Delphine Sabattier : Vous êtes bien de retour sur Smart Tech et sur B-Smart, vous nous suivez en direct à 11 heures chaque matin.
Dans cette deuxième partie de l’émission on va évidemment faire notre zoom quotidien sur l’innovation avec la découverte d’un nouveau robot de compagnie, mais d’abord nous avons rendez-vous avec « Le monde du Libre » qui est une chronique assurée par Jean-Paul Smets, PDG de Rapid.Space. Bonjour Jean-Paul. Merci de m’avoir rejointe en plateau.

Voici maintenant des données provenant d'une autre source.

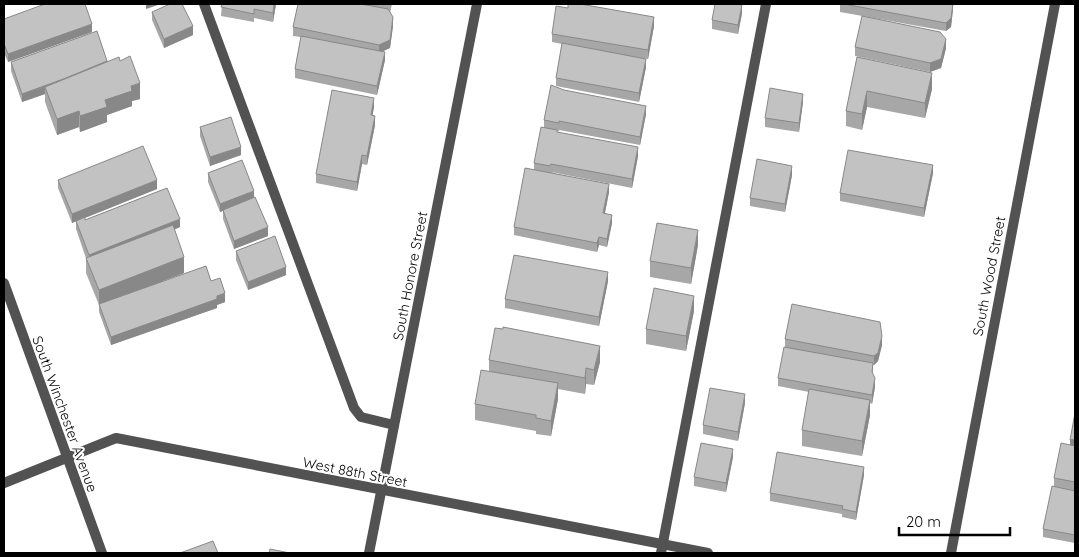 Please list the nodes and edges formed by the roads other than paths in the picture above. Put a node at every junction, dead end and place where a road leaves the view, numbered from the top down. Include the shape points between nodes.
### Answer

Jean-Paul Smets : Bonjour.

Delphine Sabattier : On va démarrer sur l’actualité. L’actualité du mois c’est une accélération, je dirais, de prise de conscience des enjeux de souveraineté, pas seulement dans Smart Tech, mais aussi par le président du MEDEF, Geoffroy Roux de Bézieux, qui soutient les logiciels libres, ainsi qu’un Small Business Act, des quotas d’acteurs européens au nom de la souveraineté numérique. Et puis il y a cette autre actualité, c’est le directeur interministériel du numérique [Nadi Bou Hanna], donc directeur du numérique de l’État, qui explique, dans une note, que Microsoft Office 365 n’est pas la conforme à la doctrine du cloud au centre de l’État. Est-ce à dire, Jean-Paul, qu’il s’agit là à la fois d’une victoire du logiciel libre, mais aussi du logiciel français ?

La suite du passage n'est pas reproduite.